WHAT THE TASK ASKS
Search the entries for the word "edges" and report each line that has it.

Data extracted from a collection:

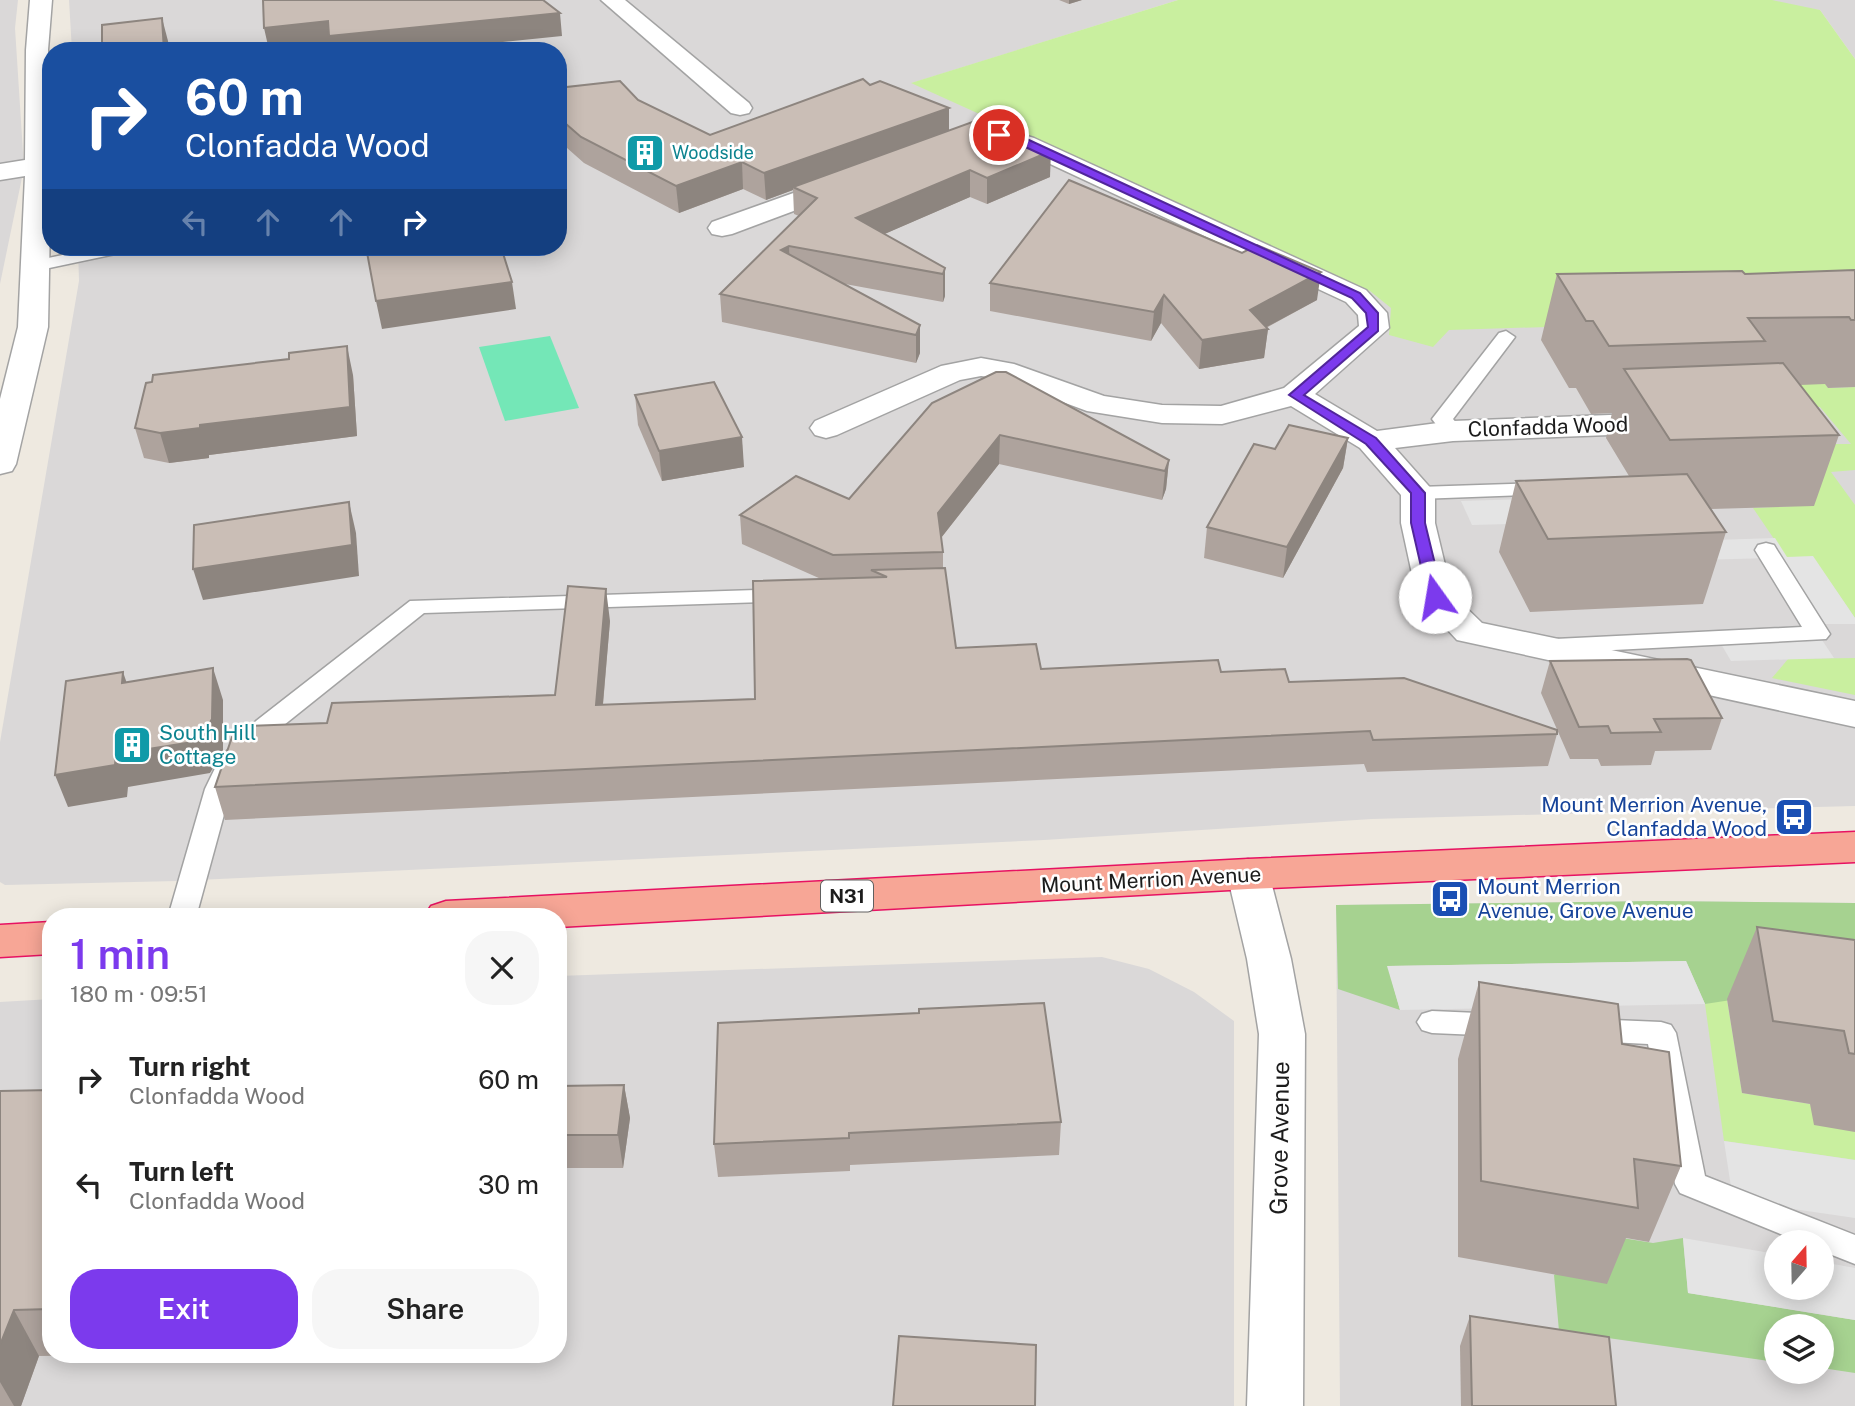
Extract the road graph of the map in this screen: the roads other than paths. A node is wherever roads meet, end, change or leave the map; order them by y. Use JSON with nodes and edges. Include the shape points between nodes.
{"nodes":[{"id":1,"x":41,"y":0,"type":"edge"},
{"id":2,"x":612,"y":0,"type":"edge"},
{"id":3,"x":740,"y":108,"type":"dead end"},
{"id":4,"x":970,"y":137,"type":"edge"},
{"id":5,"x":38,"y":166,"type":"junction"},
{"id":6,"x":0,"y":172,"type":"edge"},
{"id":7,"x":866,"y":175,"type":"edge"},
{"id":8,"x":722,"y":228,"type":"dead end"},
{"id":9,"x":84,"y":256,"type":"edge"},
{"id":10,"x":35,"y":267,"type":"junction"},
{"id":11,"x":1506,"y":337,"type":"dead end"},
{"id":12,"x":1295,"y":395,"type":"junction"},
{"id":13,"x":1695,"y":422,"type":"edge"},
{"id":14,"x":826,"y":428,"type":"dead end"},
{"id":15,"x":1453,"y":431,"type":"junction"},
{"id":16,"x":1371,"y":441,"type":"junction"},
{"id":17,"x":0,"y":464,"type":"edge"},
{"id":18,"x":1568,"y":488,"type":"edge"},
{"id":19,"x":1418,"y":493,"type":"junction"},
{"id":20,"x":1766,"y":550,"type":"dead end"},
{"id":21,"x":817,"y":595,"type":"edge"},
{"id":22,"x":1544,"y":646,"type":"junction"},
{"id":23,"x":1855,"y":714,"type":"edge"},
{"id":24,"x":1855,"y":847,"type":"edge"},
{"id":25,"x":1248,"y":874,"type":"junction"},
{"id":26,"x":185,"y":908,"type":"edge"},
{"id":27,"x":567,"y":911,"type":"edge"},
{"id":28,"x":1432,"y":1022,"type":"dead end"},
{"id":29,"x":1526,"y":1027,"type":"edge"},
{"id":30,"x":1567,"y":1029,"type":"edge"},
{"id":31,"x":1855,"y":1250,"type":"edge"},
{"id":32,"x":1275,"y":1406,"type":"edge"}],
"edges":[{"from":1,"to":5,"type":"street"},
{"from":2,"to":3,"type":"street"},
{"from":4,"to":12,"type":"street","via":[[999,135],[1025,143],[1356,296],[1372,313],[1374,328]]},
{"from":5,"to":6,"type":"street"},
{"from":5,"to":10,"type":"street"},
{"from":7,"to":8,"type":"street"},
{"from":9,"to":10,"type":"lane"},
{"from":10,"to":17,"type":"street","via":[[33,327]]},
{"from":11,"to":15,"type":"lane","via":[[1442,419]]},
{"from":12,"to":14,"type":"street","via":[[1222,415],[1162,414],[1098,404],[1003,370],[981,367],[951,372]]},
{"from":12,"to":16,"type":"street"},
{"from":13,"to":15,"type":"street","name":"Clonfadda Wood"},
{"from":15,"to":16,"type":"street","name":"Clonfadda Wood"},
{"from":16,"to":19,"type":"street"},
{"from":18,"to":19,"type":"lane"},
{"from":19,"to":22,"type":"street","via":[[1418,523],[1435,597],[1470,632]]},
{"from":20,"to":22,"type":"lane","via":[[1818,634]]},
{"from":21,"to":26,"type":"lane","via":[[418,606],[265,727],[229,764]]},
{"from":22,"to":23,"type":"street"},
{"from":24,"to":25,"type":"highway","name":"Mount Merrion Avenue","number":"N31"},
{"from":25,"to":27,"type":"highway","name":"Mount Merrion Avenue","number":"N31"},
{"from":25,"to":32,"type":"street","name":"Grove Avenue","via":[[1282,1034]]},
{"from":28,"to":29,"type":"lane"},
{"from":30,"to":31,"type":"lane","via":[[1661,1033],[1691,1184]]}]}
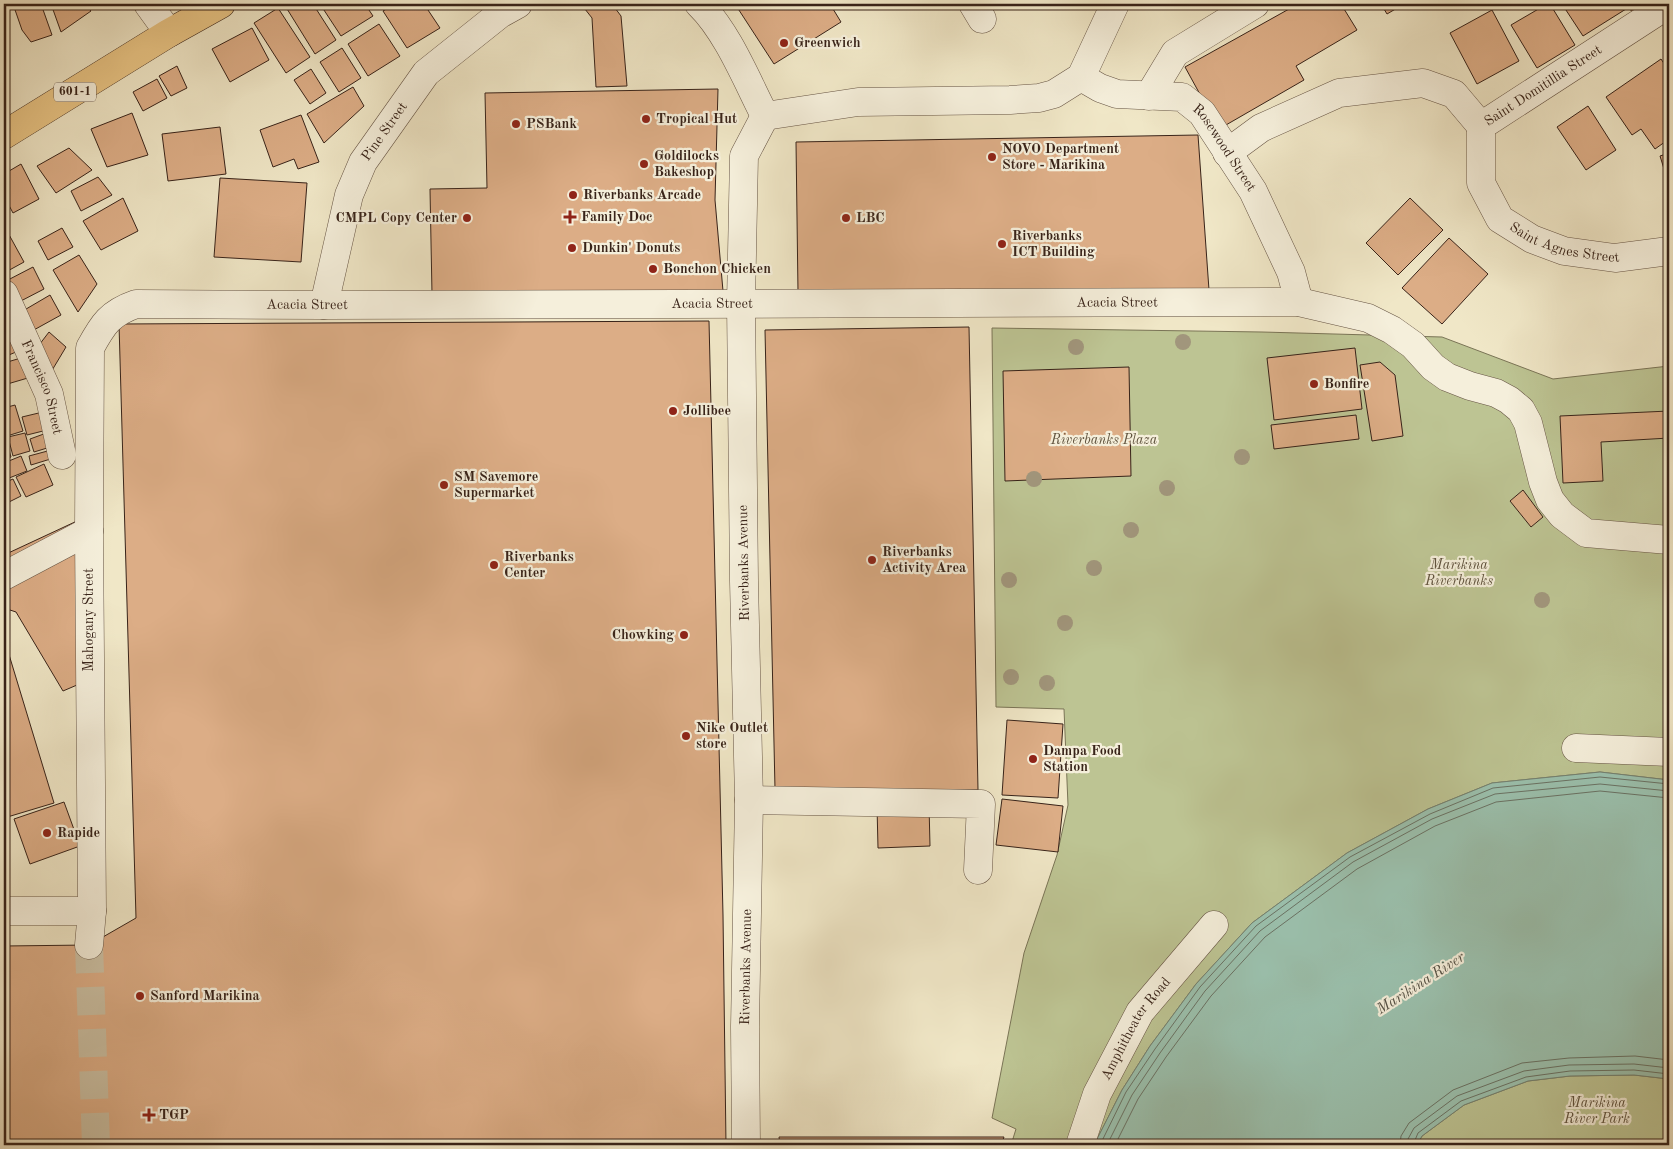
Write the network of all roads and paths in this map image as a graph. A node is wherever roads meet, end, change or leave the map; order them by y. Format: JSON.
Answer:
{"nodes":[{"id":1,"x":148,"y":4,"type":"edge"},
{"id":2,"x":221,"y":4,"type":"edge"},
{"id":3,"x":518,"y":4,"type":"edge"},
{"id":4,"x":699,"y":4,"type":"edge"},
{"id":5,"x":1115,"y":4,"type":"edge"},
{"id":6,"x":1255,"y":4,"type":"edge"},
{"id":7,"x":1669,"y":4,"type":"edge"},
{"id":8,"x":169,"y":33,"type":"junction"},
{"id":9,"x":1081,"y":77,"type":"junction"},
{"id":10,"x":1149,"y":96,"type":"junction"},
{"id":11,"x":765,"y":116,"type":"junction"},
{"id":12,"x":1481,"y":126,"type":"junction"},
{"id":13,"x":4,"y":135,"type":"edge"},
{"id":14,"x":1227,"y":153,"type":"junction"},
{"id":15,"x":1669,"y":251,"type":"edge"},
{"id":16,"x":4,"y":294,"type":"edge"},
{"id":17,"x":1299,"y":302,"type":"junction"},
{"id":18,"x":741,"y":303,"type":"junction"},
{"id":19,"x":324,"y":305,"type":"junction"},
{"id":20,"x":124,"y":308,"type":"joint"},
{"id":21,"x":62,"y":455,"type":"dead end"},
{"id":22,"x":88,"y":531,"type":"junction"},
{"id":23,"x":1669,"y":540,"type":"edge"},
{"id":24,"x":4,"y":576,"type":"edge"},
{"id":25,"x":1576,"y":748,"type":"dead end"},
{"id":26,"x":1669,"y":752,"type":"edge"},
{"id":27,"x":749,"y":800,"type":"junction"},
{"id":28,"x":978,"y":870,"type":"dead end"},
{"id":29,"x":4,"y":911,"type":"edge"},
{"id":30,"x":92,"y":911,"type":"junction"},
{"id":31,"x":1214,"y":925,"type":"dead end"},
{"id":32,"x":88,"y":945,"type":"tunnel mouth"},
{"id":33,"x":746,"y":1145,"type":"edge"},
{"id":34,"x":1080,"y":1145,"type":"edge"}],
"edges":[{"from":1,"to":8,"type":"street"},
{"from":2,"to":8,"type":"main road","number":"601-1"},
{"from":3,"to":19,"type":"street","name":"Pine Street"},
{"from":4,"to":11,"type":"street"},
{"from":5,"to":9,"type":"street"},
{"from":6,"to":10,"type":"street"},
{"from":7,"to":12,"type":"street","name":"Saint Domitillia Street"},
{"from":8,"to":13,"type":"main road","number":"601-1"},
{"from":9,"to":10,"type":"street","name":"Rosewood Street"},
{"from":9,"to":11,"type":"street"},
{"from":10,"to":14,"type":"street","name":"Rosewood Street"},
{"from":11,"to":18,"type":"street","name":"Riverbanks Avenue"},
{"from":12,"to":14,"type":"street","name":"Saint Domitillia Street"},
{"from":12,"to":15,"type":"street","name":"Saint Agnes Street"},
{"from":14,"to":17,"type":"street","name":"Rosewood Street"},
{"from":16,"to":21,"type":"street","name":"Francisco Street"},
{"from":17,"to":18,"type":"street","name":"Acacia Street"},
{"from":17,"to":23,"type":"street","name":"Acacia Street"},
{"from":18,"to":19,"type":"street","name":"Acacia Street"},
{"from":18,"to":27,"type":"street","name":"Riverbanks Avenue"},
{"from":19,"to":20,"type":"street","name":"Acacia Street"},
{"from":20,"to":22,"type":"street","name":"Mahogany Street"},
{"from":22,"to":24,"type":"street"},
{"from":22,"to":30,"type":"street","name":"Mahogany Street"},
{"from":25,"to":26,"type":"street"},
{"from":27,"to":28,"type":"street"},
{"from":27,"to":33,"type":"street","name":"Riverbanks Avenue"},
{"from":29,"to":30,"type":"street"},
{"from":30,"to":32,"type":"street","name":"Mahogany Street"},
{"from":31,"to":34,"type":"street","name":"Amphitheater Road"}]}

FINISHED TASK
Extract the road graph of the map in this screen: the roads other than paths. A node is wherever roads meet, end, change or leave the map; order them by y. Use JSON with nodes and edges. Include the shape points between nodes.
"edges":[{"from":1,"to":5,"type":"street"},
"edges":[{"from":1,"to":8,"type":"street"},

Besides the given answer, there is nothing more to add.